Early on in the movie Five Year Engagement, my companion nudged me, and whispered, “You don’t hunt deer in spring!”

“What?” I said, watching Jason Segel and Chris Parnell gleefully bagging a deer in a woodsy setting where, despite a few leaves on the ground, the trees were very green indeed.

“In Michigan, you hunt deer in fall!” she hissed.

Wow, did a big-time Hollywood production really bungle its fact-checking? But then this (mostly) filmed-in-Ann Arbor movie was already off to a bad start, grounded as it is in the dubious premise that talented San Francisco chef Tom Solomon (Segel) can’t find a job commensurate to his talents in our dreary, rainy backwoods college town.

He’s stuck here because fiancee and budding psychologist Violet Barnes (Emily Blunt) couldn’t get into grad school in Berkeley. She had to settle for the U-M, and he’s stuck making sandwiches at Zingerman’s–portrayed as a ho-hum deli whose blase employees apparently dozed during Zingy’s much-touted employee training program. (Ignored is Zingerman’s Roadhouse, where chef Alex Young just won a prestigious James Beard award.)

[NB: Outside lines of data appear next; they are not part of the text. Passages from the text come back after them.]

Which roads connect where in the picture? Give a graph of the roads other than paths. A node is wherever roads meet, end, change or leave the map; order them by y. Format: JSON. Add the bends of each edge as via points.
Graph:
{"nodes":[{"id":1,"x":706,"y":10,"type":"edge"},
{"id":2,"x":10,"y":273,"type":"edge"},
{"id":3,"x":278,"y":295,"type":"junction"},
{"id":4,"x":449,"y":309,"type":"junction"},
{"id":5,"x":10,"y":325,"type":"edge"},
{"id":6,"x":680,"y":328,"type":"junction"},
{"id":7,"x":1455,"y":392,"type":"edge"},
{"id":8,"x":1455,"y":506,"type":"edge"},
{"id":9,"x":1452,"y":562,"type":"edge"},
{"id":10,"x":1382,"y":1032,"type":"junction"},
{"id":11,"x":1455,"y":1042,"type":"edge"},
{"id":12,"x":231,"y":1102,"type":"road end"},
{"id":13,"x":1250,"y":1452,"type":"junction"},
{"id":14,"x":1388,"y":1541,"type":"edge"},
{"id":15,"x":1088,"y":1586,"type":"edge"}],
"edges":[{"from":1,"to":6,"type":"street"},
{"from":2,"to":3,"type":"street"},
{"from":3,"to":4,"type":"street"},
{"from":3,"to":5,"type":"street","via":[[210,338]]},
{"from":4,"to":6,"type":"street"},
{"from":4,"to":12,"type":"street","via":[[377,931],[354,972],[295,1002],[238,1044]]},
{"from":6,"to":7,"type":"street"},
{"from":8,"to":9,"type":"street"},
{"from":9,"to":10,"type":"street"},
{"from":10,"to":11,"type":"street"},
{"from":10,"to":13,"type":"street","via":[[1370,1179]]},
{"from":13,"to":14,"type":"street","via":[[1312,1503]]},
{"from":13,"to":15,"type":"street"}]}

“Poetic license!” say local fans of this film when they hear my chauvinistic complaints. But I’d cut director Nicholas Stoller more slack if this was a better movie. The plot promises something a little more interesting than typical rom-com fare. Tom and Violet become engaged at the start of the film, not, as is more typical, at the end. Well played by Segel and Blunt, Tom and Violet are a likable couple who genuinely seem to want each other to be happy. They think they can easily surmount old-time gender roles that, a generation ago, would have Violet instead following Tom. In one of the film’s few genuinely moving moments, Violet bursts out passionately that she wants it all–making homemade pies, kids, a careers she loves.

Tom appears sympathetic and supportive. But Stoller (a protege of Judd Apatow, inventer of the R-rated rom-com) has made a movie so derivative and predictable the scenes seem old the minute they appear: the zany sets of parents from opposite backgrounds (hers hoity-toity English, his outspokenly Jewish); the egotistical prof Winton Childs (Rhys Ifans), who you know immediately will become Violet’s lover; the bewildered couple’s drive to the airport. Different bottle, same wine.

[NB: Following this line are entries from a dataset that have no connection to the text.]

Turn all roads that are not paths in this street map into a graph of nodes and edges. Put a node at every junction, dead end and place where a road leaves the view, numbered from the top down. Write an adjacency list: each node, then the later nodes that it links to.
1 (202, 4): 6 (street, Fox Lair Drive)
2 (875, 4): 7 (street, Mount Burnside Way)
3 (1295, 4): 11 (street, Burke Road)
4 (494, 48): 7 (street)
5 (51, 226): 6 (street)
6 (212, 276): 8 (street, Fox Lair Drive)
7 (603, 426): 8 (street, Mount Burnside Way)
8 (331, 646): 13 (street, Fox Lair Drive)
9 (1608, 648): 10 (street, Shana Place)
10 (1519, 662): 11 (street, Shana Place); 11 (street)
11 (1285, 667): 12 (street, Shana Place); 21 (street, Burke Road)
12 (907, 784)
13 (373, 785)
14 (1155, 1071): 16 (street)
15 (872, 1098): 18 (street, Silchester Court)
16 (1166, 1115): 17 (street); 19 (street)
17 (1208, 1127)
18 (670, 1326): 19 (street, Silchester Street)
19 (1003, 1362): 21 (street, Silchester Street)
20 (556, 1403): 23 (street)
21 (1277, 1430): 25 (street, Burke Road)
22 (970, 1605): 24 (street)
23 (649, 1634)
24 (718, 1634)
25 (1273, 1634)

In fairness to Stoller, there are a few original touches, like the pink bunny costume Tom wears when he meets Violet (she’s dressed as Princess Diana). I wasn’t expecting the scene where Tom’s employer in San Francisco slices off the tip of her finger. My friend and I flinched, but the twenty-somethings behind us laughed uproariously. Also unexpected: a would-be lovemaking session in the snow–something that, in thirty winters here, never once occurred to me.

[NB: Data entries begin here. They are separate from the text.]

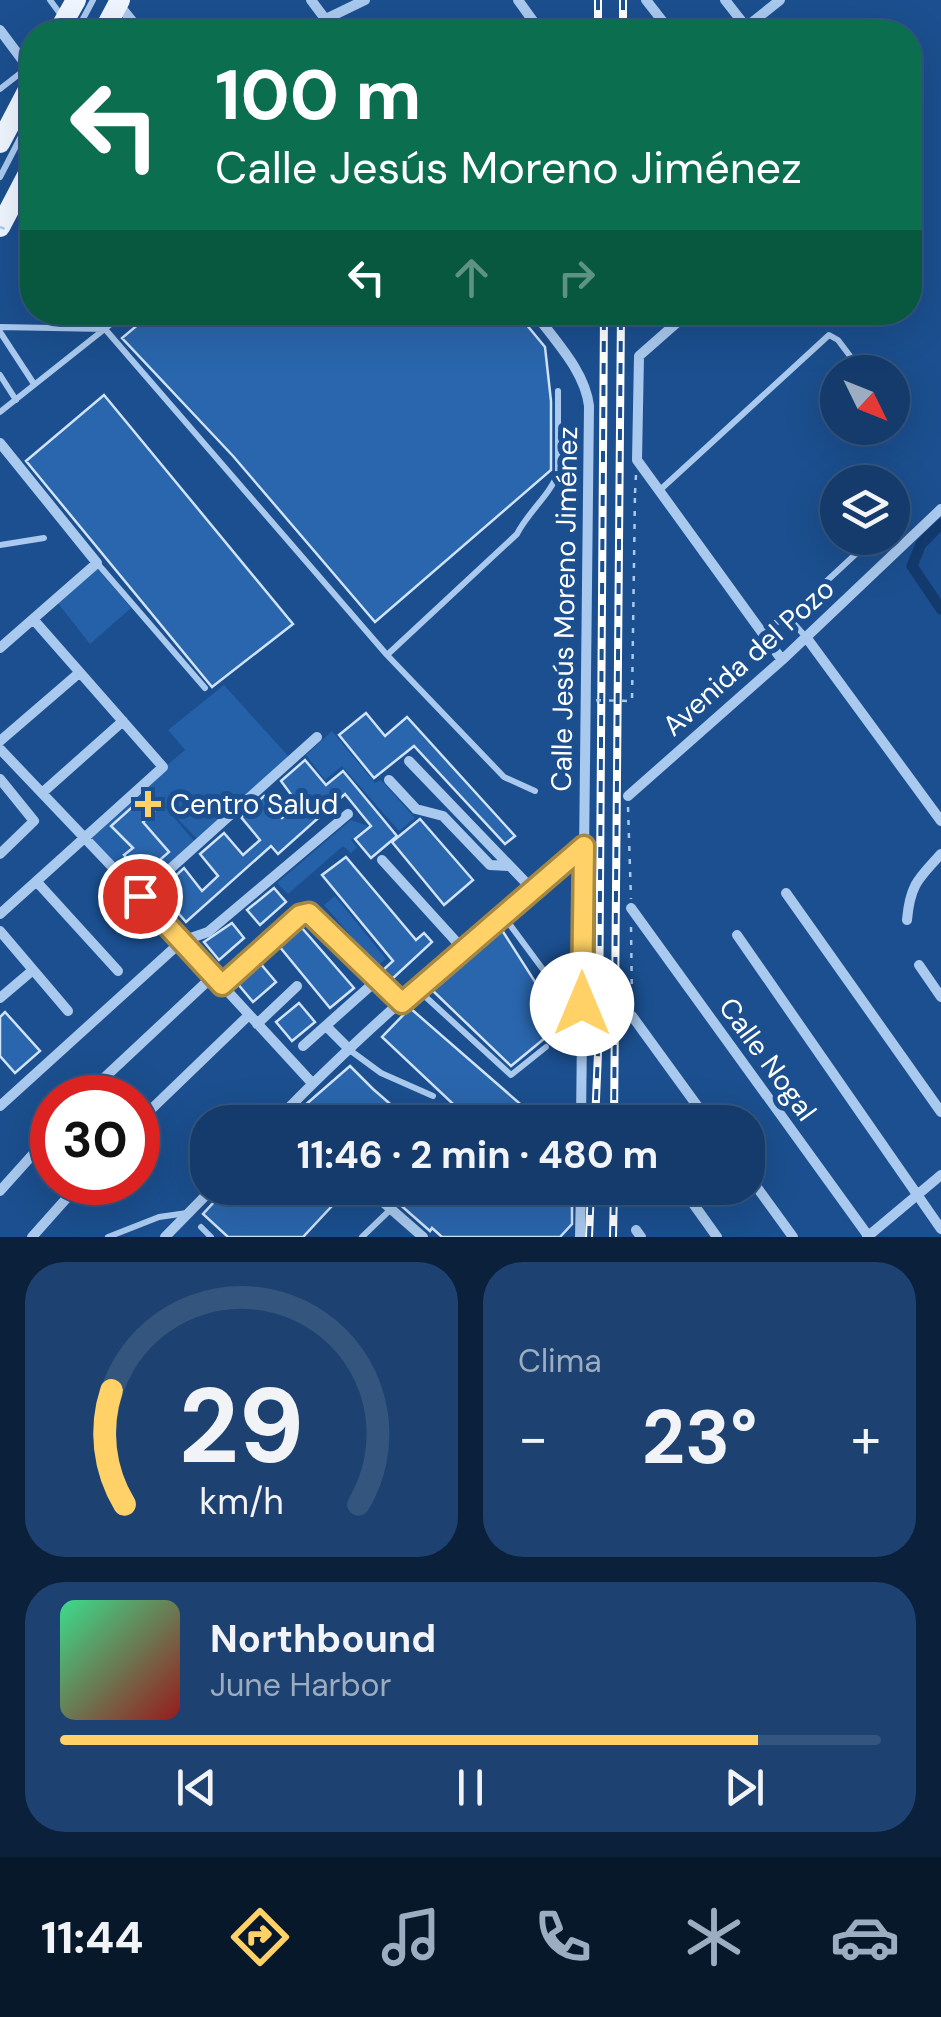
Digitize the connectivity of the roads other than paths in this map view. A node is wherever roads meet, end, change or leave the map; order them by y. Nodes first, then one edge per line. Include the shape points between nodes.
1 (93, 0) edge
2 (311, 0) edge
3 (365, 0) edge
4 (646, 0) edge
5 (780, 0) edge
6 (76, 20) edge
7 (326, 20) joint
8 (662, 20) edge
9 (756, 20) edge
10 (0, 30) edge
11 (20, 58) edge
12 (20, 98) edge
13 (20, 138) edge
14 (0, 143) edge
15 (20, 175) edge
16 (0, 176) edge
17 (20, 191) edge
18 (0, 214) edge
19 (2, 228) edge
20 (110, 325) edge
21 (543, 325) edge
22 (674, 325) edge
23 (0, 329) edge
24 (105, 329) junction
25 (849, 355) edge
26 (0, 376) edge
27 (34, 384) junction
28 (558, 391) dead end
29 (16, 400) junction
30 (0, 412) edge
31 (0, 443) edge
32 (659, 491) junction
33 (941, 509) edge
34 (44, 538) dead end
35 (0, 544) edge
36 (855, 555) edge
37 (96, 564) junction
38 (788, 617) junction
39 (33, 619) junction
40 (760, 630) junction
41 (806, 637) junction
42 (0, 648) edge
43 (387, 656) junction
44 (782, 660) junction
45 (80, 673) junction
46 (205, 688) dead end
47 (123, 721) junction
48 (317, 737) dead end
49 (0, 741) edge
50 (0, 750) edge
51 (409, 761) dead end
52 (0, 779) edge
53 (389, 780) dead end
54 (535, 791) dead end
55 (42, 793) junction
56 (628, 796) dead end
57 (348, 814) dead end
58 (941, 821) edge
59 (85, 838) junction
60 (584, 846) junction
61 (0, 854) edge
62 (941, 854) edge
63 (382, 860) dead end
64 (508, 866) junction
65 (37, 882) junction
66 (532, 889) junction
67 (786, 893) dead end
68 (140, 896) junction
69 (631, 908) dead end
70 (0, 914) edge
71 (502, 914) junction
72 (907, 920) dead end
73 (0, 931) edge
74 (736, 935) dead end
75 (182, 941) junction
76 (462, 948) junction
77 (918, 965) dead end
78 (33, 970) junction
79 (118, 970) dead end
80 (217, 980) junction
81 (377, 980) junction
82 (550, 980) dead end
83 (297, 986) dead end
84 (416, 990) junction
85 (941, 996) edge
86 (0, 998) edge
87 (402, 1003) junction
88 (68, 1011) dead end
89 (632, 1016) dead end
90 (253, 1019) junction
91 (326, 1026) junction
92 (302, 1046) dead end
93 (546, 1047) dead end
94 (350, 1050) junction
95 (112, 1075) edge
96 (312, 1083) junction
97 (432, 1096) dead end
98 (160, 1102) edge
99 (291, 1105) edge
100 (581, 1105) edge
101 (697, 1105) edge
102 (0, 1106) edge
103 (941, 1112) edge
104 (30, 1157) edge
105 (941, 1175) edge
106 (0, 1190) edge
107 (917, 1197) junction
108 (765, 1198) edge
109 (61, 1205) edge
110 (196, 1205) edge
111 (385, 1205) edge
112 (581, 1205) edge
113 (694, 1205) edge
114 (391, 1210) junction
115 (188, 1213) junction
116 (201, 1227) dead end
117 (941, 1229) edge
118 (32, 1237) edge
119 (108, 1237) edge
120 (165, 1237) edge
121 (211, 1237) edge
122 (362, 1237) edge
123 (423, 1237) edge
124 (580, 1237) edge
125 (717, 1237) edge
126 (793, 1237) edge
127 (868, 1237) edge

1 - 6 lane
2 - 7 street
3 - 7 street
4 - 8 street
5 - 9 street
10 - 11 street
12 - 14 main road
13 - 16 lane
15 - 18 lane
17 - 19 main road
20 - 24 lane
21 - 60 street, Calle Jesús Moreno Jiménez via 587,390
22 - 32 street via 639,356 637,460
23 - 24 lane
23 - 27 lane
24 - 27 lane
24 - 43 lane
25 - 32 lane via 830,336
26 - 29 lane
27 - 29 lane
28 - 43 lane via 555,483 517,534
29 - 30 lane
31 - 37 street
32 - 40 street
33 - 41 street, Avenida del Pozo
34 - 35 lane
36 - 38 lane
37 - 39 street
37 - 46 lane
38 - 40 lane
38 - 41 lane
39 - 42 street
39 - 45 street
40 - 44 street
41 - 44 street, Avenida del Pozo
41 - 58 street
43 - 54 lane via 504,778
44 - 56 street, Avenida del Pozo
45 - 47 street
45 - 49 street
47 - 55 street
47 - 59 street via 163,768
48 - 68 street
50 - 55 street
51 - 64 street
52 - 61 street via 34,821
53 - 64 street via 416,809 444,816 490,865
55 - 59 street
57 - 75 street via 208,932
59 - 65 street
59 - 68 street
60 - 66 street
60 - 100 street, Calle Jesús Moreno Jiménez
62 - 72 street via 915,882
63 - 76 street
64 - 66 street
65 - 70 street
65 - 79 street
66 - 71 street
67 - 103 street
68 - 75 street
69 - 127 street, Calle Nogal
71 - 76 street
71 - 82 lane
73 - 78 street
74 - 107 street
75 - 80 street
75 - 102 street
76 - 84 street
77 - 85 street
78 - 86 street
78 - 88 street
80 - 81 street via 309,913
80 - 90 street
80 - 95 street
81 - 87 street
81 - 91 street
83 - 90 street
84 - 87 street
84 - 93 lane via 512,1076
87 - 94 street
89 - 101 street
90 - 96 street
90 - 98 street
91 - 92 street
91 - 94 street
94 - 96 street
94 - 97 lane
96 - 99 street
104 - 106 street
105 - 107 street
107 - 117 street
107 - 127 street
108 - 126 street
109 - 118 street
110 - 115 street
111 - 114 street
112 - 124 street
113 - 125 street
114 - 122 lane
114 - 123 street
115 - 119 lane
115 - 120 street
116 - 121 lane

The much publicized filming of this movie got Ann Arbor all Facebook shivery: people posting scenes of the shooting; reporting sightings of stars. One Facebook friend briefly appeared in a shot at Zingerman’s, and told me if I didn’t blink I’d see him. I didn’t and did. It’s just too bad that the fun of having Ann Arbor briefly bathed in Hollywood lights resulted in this forgettable piece of fluff.